::: SOURCE DATA

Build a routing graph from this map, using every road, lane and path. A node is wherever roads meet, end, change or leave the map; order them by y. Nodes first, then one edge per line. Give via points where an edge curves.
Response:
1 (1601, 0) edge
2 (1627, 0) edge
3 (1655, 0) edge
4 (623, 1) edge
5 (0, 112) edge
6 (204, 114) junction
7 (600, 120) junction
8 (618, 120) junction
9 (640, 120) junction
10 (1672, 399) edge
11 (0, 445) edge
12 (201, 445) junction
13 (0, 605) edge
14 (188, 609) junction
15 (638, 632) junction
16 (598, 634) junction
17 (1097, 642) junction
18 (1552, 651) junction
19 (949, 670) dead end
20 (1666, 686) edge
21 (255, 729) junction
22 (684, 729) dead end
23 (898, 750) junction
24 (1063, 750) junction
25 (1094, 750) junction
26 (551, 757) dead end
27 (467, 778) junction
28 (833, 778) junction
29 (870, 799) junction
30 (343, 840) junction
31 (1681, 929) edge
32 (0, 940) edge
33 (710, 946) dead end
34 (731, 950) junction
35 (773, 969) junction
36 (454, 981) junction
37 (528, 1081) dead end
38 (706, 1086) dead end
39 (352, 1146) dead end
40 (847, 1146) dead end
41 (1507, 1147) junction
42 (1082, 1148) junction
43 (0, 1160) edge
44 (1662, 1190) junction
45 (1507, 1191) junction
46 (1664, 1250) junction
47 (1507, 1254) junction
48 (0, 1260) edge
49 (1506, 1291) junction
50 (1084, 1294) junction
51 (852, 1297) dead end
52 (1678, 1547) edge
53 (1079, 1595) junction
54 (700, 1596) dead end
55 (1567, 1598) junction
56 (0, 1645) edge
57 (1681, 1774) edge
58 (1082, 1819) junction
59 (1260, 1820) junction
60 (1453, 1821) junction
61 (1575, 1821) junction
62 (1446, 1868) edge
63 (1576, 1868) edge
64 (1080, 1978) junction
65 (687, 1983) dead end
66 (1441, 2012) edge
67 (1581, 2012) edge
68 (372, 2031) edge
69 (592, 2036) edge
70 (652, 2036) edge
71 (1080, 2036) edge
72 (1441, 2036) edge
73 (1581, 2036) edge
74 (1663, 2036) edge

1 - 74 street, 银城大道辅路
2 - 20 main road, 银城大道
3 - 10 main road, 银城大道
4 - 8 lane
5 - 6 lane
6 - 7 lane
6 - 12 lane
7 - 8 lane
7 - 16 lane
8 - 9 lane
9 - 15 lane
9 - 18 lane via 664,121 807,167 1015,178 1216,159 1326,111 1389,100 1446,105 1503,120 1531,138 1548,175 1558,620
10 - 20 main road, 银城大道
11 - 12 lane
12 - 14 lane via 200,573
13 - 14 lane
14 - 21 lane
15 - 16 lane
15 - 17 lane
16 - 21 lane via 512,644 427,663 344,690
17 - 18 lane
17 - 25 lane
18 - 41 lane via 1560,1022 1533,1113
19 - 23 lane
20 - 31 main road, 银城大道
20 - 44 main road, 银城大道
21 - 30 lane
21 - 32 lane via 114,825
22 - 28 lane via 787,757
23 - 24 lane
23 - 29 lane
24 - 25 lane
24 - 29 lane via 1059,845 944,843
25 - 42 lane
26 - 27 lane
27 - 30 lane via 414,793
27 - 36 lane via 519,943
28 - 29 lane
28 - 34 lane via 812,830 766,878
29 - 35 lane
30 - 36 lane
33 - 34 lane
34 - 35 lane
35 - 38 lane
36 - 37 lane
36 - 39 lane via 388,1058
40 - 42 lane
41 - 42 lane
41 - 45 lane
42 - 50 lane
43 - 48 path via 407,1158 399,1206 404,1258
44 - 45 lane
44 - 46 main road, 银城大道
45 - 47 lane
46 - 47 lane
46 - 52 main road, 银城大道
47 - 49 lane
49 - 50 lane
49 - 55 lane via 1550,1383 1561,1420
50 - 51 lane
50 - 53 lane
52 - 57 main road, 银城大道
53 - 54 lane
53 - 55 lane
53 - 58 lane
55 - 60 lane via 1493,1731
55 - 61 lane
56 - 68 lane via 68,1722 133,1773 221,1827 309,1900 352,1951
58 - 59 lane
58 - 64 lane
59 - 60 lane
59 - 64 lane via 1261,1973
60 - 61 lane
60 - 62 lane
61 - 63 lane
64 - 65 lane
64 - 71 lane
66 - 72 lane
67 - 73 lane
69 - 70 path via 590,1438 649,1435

::::::

TASK BRIEF: The entire listing above, every line of it, should be copied out exactly.

OUTPUT:
Build a routing graph from this map, using every road, lane and path. A node is wherever roads meet, end, change or leave the map; order them by y. Nodes first, then one edge per line. Give via points where an edge curves.
Response:
1 (1601, 0) edge
2 (1627, 0) edge
3 (1655, 0) edge
4 (623, 1) edge
5 (0, 112) edge
6 (204, 114) junction
7 (600, 120) junction
8 (618, 120) junction
9 (640, 120) junction
10 (1672, 399) edge
11 (0, 445) edge
12 (201, 445) junction
13 (0, 605) edge
14 (188, 609) junction
15 (638, 632) junction
16 (598, 634) junction
17 (1097, 642) junction
18 (1552, 651) junction
19 (949, 670) dead end
20 (1666, 686) edge
21 (255, 729) junction
22 (684, 729) dead end
23 (898, 750) junction
24 (1063, 750) junction
25 (1094, 750) junction
26 (551, 757) dead end
27 (467, 778) junction
28 (833, 778) junction
29 (870, 799) junction
30 (343, 840) junction
31 (1681, 929) edge
32 (0, 940) edge
33 (710, 946) dead end
34 (731, 950) junction
35 (773, 969) junction
36 (454, 981) junction
37 (528, 1081) dead end
38 (706, 1086) dead end
39 (352, 1146) dead end
40 (847, 1146) dead end
41 (1507, 1147) junction
42 (1082, 1148) junction
43 (0, 1160) edge
44 (1662, 1190) junction
45 (1507, 1191) junction
46 (1664, 1250) junction
47 (1507, 1254) junction
48 (0, 1260) edge
49 (1506, 1291) junction
50 (1084, 1294) junction
51 (852, 1297) dead end
52 (1678, 1547) edge
53 (1079, 1595) junction
54 (700, 1596) dead end
55 (1567, 1598) junction
56 (0, 1645) edge
57 (1681, 1774) edge
58 (1082, 1819) junction
59 (1260, 1820) junction
60 (1453, 1821) junction
61 (1575, 1821) junction
62 (1446, 1868) edge
63 (1576, 1868) edge
64 (1080, 1978) junction
65 (687, 1983) dead end
66 (1441, 2012) edge
67 (1581, 2012) edge
68 (372, 2031) edge
69 (592, 2036) edge
70 (652, 2036) edge
71 (1080, 2036) edge
72 (1441, 2036) edge
73 (1581, 2036) edge
74 (1663, 2036) edge

1 - 74 street, 银城大道辅路
2 - 20 main road, 银城大道
3 - 10 main road, 银城大道
4 - 8 lane
5 - 6 lane
6 - 7 lane
6 - 12 lane
7 - 8 lane
7 - 16 lane
8 - 9 lane
9 - 15 lane
9 - 18 lane via 664,121 807,167 1015,178 1216,159 1326,111 1389,100 1446,105 1503,120 1531,138 1548,175 1558,620
10 - 20 main road, 银城大道
11 - 12 lane
12 - 14 lane via 200,573
13 - 14 lane
14 - 21 lane
15 - 16 lane
15 - 17 lane
16 - 21 lane via 512,644 427,663 344,690
17 - 18 lane
17 - 25 lane
18 - 41 lane via 1560,1022 1533,1113
19 - 23 lane
20 - 31 main road, 银城大道
20 - 44 main road, 银城大道
21 - 30 lane
21 - 32 lane via 114,825
22 - 28 lane via 787,757
23 - 24 lane
23 - 29 lane
24 - 25 lane
24 - 29 lane via 1059,845 944,843
25 - 42 lane
26 - 27 lane
27 - 30 lane via 414,793
27 - 36 lane via 519,943
28 - 29 lane
28 - 34 lane via 812,830 766,878
29 - 35 lane
30 - 36 lane
33 - 34 lane
34 - 35 lane
35 - 38 lane
36 - 37 lane
36 - 39 lane via 388,1058
40 - 42 lane
41 - 42 lane
41 - 45 lane
42 - 50 lane
43 - 48 path via 407,1158 399,1206 404,1258
44 - 45 lane
44 - 46 main road, 银城大道
45 - 47 lane
46 - 47 lane
46 - 52 main road, 银城大道
47 - 49 lane
49 - 50 lane
49 - 55 lane via 1550,1383 1561,1420
50 - 51 lane
50 - 53 lane
52 - 57 main road, 银城大道
53 - 54 lane
53 - 55 lane
53 - 58 lane
55 - 60 lane via 1493,1731
55 - 61 lane
56 - 68 lane via 68,1722 133,1773 221,1827 309,1900 352,1951
58 - 59 lane
58 - 64 lane
59 - 60 lane
59 - 64 lane via 1261,1973
60 - 61 lane
60 - 62 lane
61 - 63 lane
64 - 65 lane
64 - 71 lane
66 - 72 lane
67 - 73 lane
69 - 70 path via 590,1438 649,1435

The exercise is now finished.